Moseneke is regarded as one of the strongest judges on South Africa's Constitutional Court and has made a significant contribution to South African property law. He penned the Constitutional Court's last three majority judgments on the Restitution of Land Rights Act and decided a leading case on expropriation in 2014.  Most celebrated, is Moseneke's judgment in Glenister v President, co-authored with Justice Edwin Cameron, which struck down amendments to the National Prosecuting Act and South African Police Service Act on the basis that they failed to create an "adequately independent" anti-corruption unit. This was hailed as an "imaginative" and "brilliant" judgment by commentators and means South Africa must have an independent corruption-fighting agency notwithstanding the ruling ANC's controversial disbanding of the Scorpions.

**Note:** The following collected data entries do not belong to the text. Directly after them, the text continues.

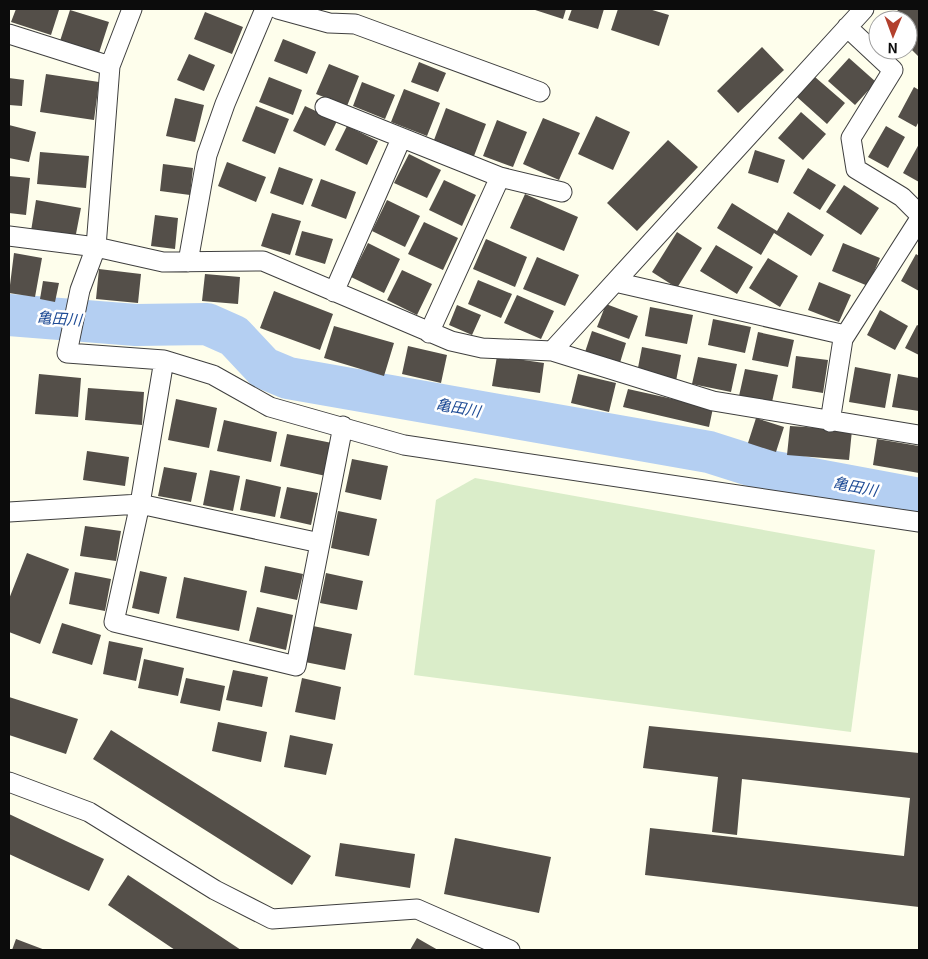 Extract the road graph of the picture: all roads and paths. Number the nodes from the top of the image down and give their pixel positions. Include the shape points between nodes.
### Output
1 (132, 9) edge
2 (265, 9) edge
3 (278, 9) edge
4 (853, 15) edge
5 (9, 34) edge
6 (110, 66) junction
7 (540, 92) dead end
8 (325, 107) dead end
9 (401, 139) junction
10 (500, 177) junction
11 (562, 192) dead end
12 (919, 214) edge
13 (919, 220) edge
14 (9, 236) edge
15 (96, 247) junction
16 (188, 262) junction
17 (615, 282) junction
18 (334, 292) junction
19 (429, 333) junction
20 (846, 335) junction
21 (552, 351) junction
22 (164, 360) junction
23 (830, 422) junction
24 (342, 426) junction
25 (919, 435) edge
26 (140, 504) junction
27 (9, 512) edge
28 (919, 522) edge
29 (320, 543) junction
30 (9, 782) edge
31 (510, 950) edge

1 - 6 street
2 - 16 street via 207,155
3 - 7 street via 329,23 355,24
4 - 12 street via 893,70 851,138 856,169 902,197
4 - 17 street
5 - 6 street
6 - 15 street
8 - 9 street
9 - 10 street
9 - 18 street
10 - 11 street
10 - 19 street
13 - 20 street
14 - 15 street
15 - 16 street via 164,262
15 - 22 street via 76,305 67,353
16 - 18 street via 263,261
17 - 20 street
17 - 21 street
18 - 19 street
19 - 21 street via 482,348
20 - 23 street via 842,339
21 - 23 street via 713,400
22 - 24 street via 213,375 270,407
22 - 26 street
23 - 25 street
24 - 28 street via 404,445
24 - 29 street
26 - 27 street
26 - 29 street
26 - 29 street via 114,622 296,666
30 - 31 street via 89,812 215,890 272,919 417,909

Before his judicial appointment, Moseneke had succeeded, as a litigant, in having South Africa's racially discriminatory system of estate administration declared constitutionally invalid. He retired from the Constitutional Court in May 2016.

Justice Moseneke has six honorary doctorates and numerous domestic and international awards of excellence including Global Jurist of the Year, 2015 under the auspices of the United Nations and Northwestern University, USA. In 2006, he succeeded Justice Richard Goldstone as Chancellor of the University of the Witwatersrand. He was also named as an executor of the will of our namesake, Nelson Mandela, who died in late 2013.

For his "towering legal mind", his "commitment to fairness and justice" and as "a most independent-minded and imaginative jurist", it is an honour for Nelson Mandela University to confer the degree of Doctor of Philosophy (honoris causa) on Justice Dikgang Moseneke.